Records drawn from a dataset
------------------------------------------------------------
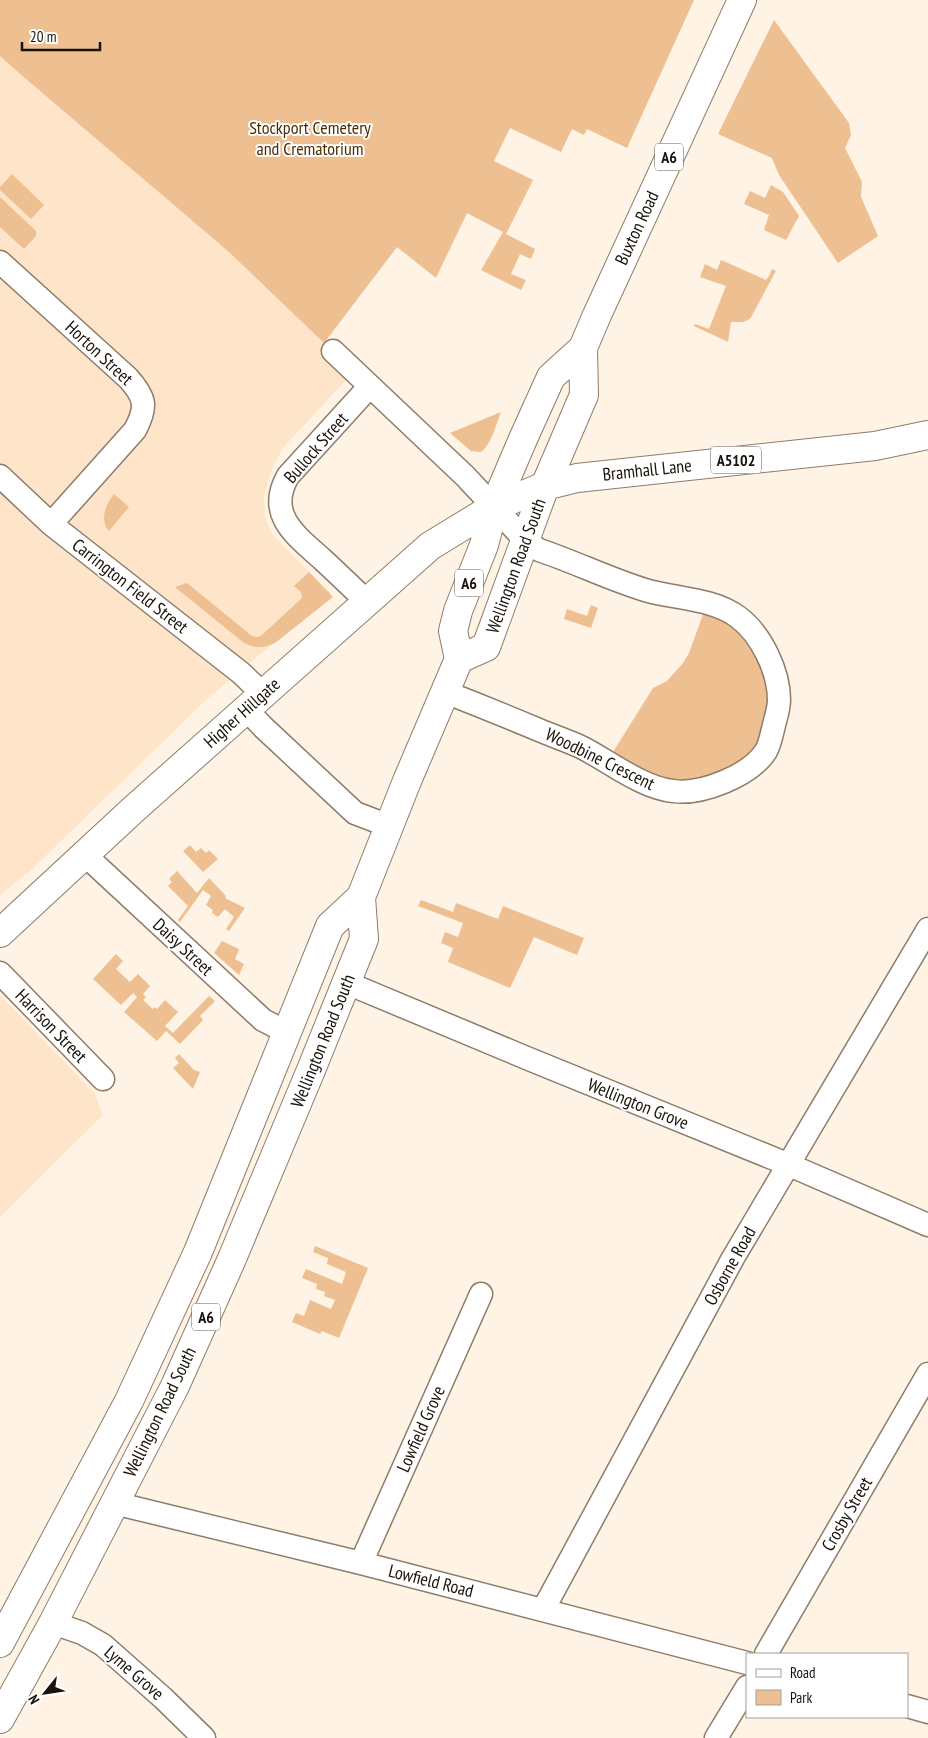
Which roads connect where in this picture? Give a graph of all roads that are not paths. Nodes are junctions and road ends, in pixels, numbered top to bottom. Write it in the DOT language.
graph roads {
  1 [pos="742,0"];
  2 [pos="0,262"];
  3 [pos="583,348"];
  4 [pos="333,351"];
  5 [pos="370,386"];
  6 [pos="928,435"];
  7 [pos="0,476"];
  8 [pos="545,486"];
  9 [pos="494,507"];
  10 [pos="51,524"];
  11 [pos="526,542"];
  12 [pos="367,602"];
  13 [pos="459,659"];
  14 [pos="445,692"];
  15 [pos="255,702"];
  16 [pos="389,826"];
  17 [pos="85,855"];
  18 [pos="360,898"];
  19 [pos="928,929"];
  20 [pos="0,933"];
  21 [pos="0,973"];
  22 [pos="347,983"];
  23 [pos="286,1032"];
  24 [pos="103,1079"];
  25 [pos="787,1164"];
  26 [pos="928,1225"];
  27 [pos="481,1294"];
  28 [pos="928,1374"];
  29 [pos="114,1503"];
  30 [pos="361,1563"];
  31 [pos="543,1610"];
  32 [pos="53,1624"];
  33 [pos="0,1643"];
  34 [pos="767,1653"];
  35 [pos="746,1662"];
  36 [pos="746,1689"];
  37 [pos="908,1706"];
  38 [pos="928,1712"];
  39 [pos="0,1719"];
  40 [pos="204,1738"];
  41 [pos="716,1738"];
  1 -- 3 [label="main road, Buxton Road / A6"];
  2 -- 10 [label="street, Horton Street"];
  3 -- 8 [label="main road, Buxton Road / A6"];
  3 -- 9 [label="main road, Buxton Road / A6"];
  4 -- 5 [label="street"];
  5 -- 9 [label="street"];
  5 -- 12 [label="street, Bullock Street"];
  6 -- 8 [label="main road, Bramhall Lane / A5102"];
  7 -- 10 [label="street, Carrington Field Street"];
  8 -- 9 [label="main road, Bramhall Lane"];
  8 -- 11 [label="main road, Wellington Road South / A6"];
  9 -- 11 [label="street"];
  9 -- 12 [label="main road, Higher Hillgate"];
  9 -- 13 [label="main road, A6"];
  10 -- 15 [label="street, Carrington Field Street"];
  11 -- 13 [label="main road, Wellington Road South / A6"];
  11 -- 14 [label="street, Woodbine Crescent"];
  12 -- 15 [label="main road, Higher Hillgate"];
  13 -- 14 [label="main road, Wellington Road South / A6"];
  14 -- 16 [label="main road, Wellington Road South / A6"];
  15 -- 16 [label="street, Carrington Field Street"];
  15 -- 17 [label="main road, Higher Hillgate"];
  16 -- 18 [label="main road, Wellington Road South / A6"];
  17 -- 20 [label="main road, Higher Hillgate"];
  17 -- 23 [label="street, Daisy Street"];
  18 -- 22 [label="main road, Wellington Road South / A6"];
  18 -- 23 [label="main road, Wellington Road South / A6"];
  19 -- 25 [label="street, Osborne Road"];
  21 -- 24 [label="street, Harrison Street"];
  22 -- 25 [label="street, Wellington Grove"];
  22 -- 29 [label="main road, Wellington Road South / A6"];
  23 -- 33 [label="main road, Wellington Road South / A6"];
  25 -- 26 [label="street, Wellington Grove"];
  25 -- 31 [label="street, Osborne Road"];
  27 -- 30 [label="street, Lowfield Grove"];
  28 -- 34 [label="street, Crosby Street"];
  29 -- 30 [label="street, Lowfield Road"];
  29 -- 32 [label="main road, Wellington Road South / A6"];
  30 -- 31 [label="street, Lowfield Road"];
  31 -- 35 [label="street, Lowfield Road"];
  32 -- 39 [label="main road, Wellington Road South / A6"];
  32 -- 40 [label="street, Lyme Grove"];
  36 -- 41 [label="street"];
  37 -- 38 [label="street"];
}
------------------------------------------------------------
BRIEF:
Throughout the data above, copy all lines where the word "Hillgate" is found.

TASK RESULT:
  9 -- 12 [label="main road, Higher Hillgate"];
  12 -- 15 [label="main road, Higher Hillgate"];
  15 -- 17 [label="main road, Higher Hillgate"];
  17 -- 20 [label="main road, Higher Hillgate"];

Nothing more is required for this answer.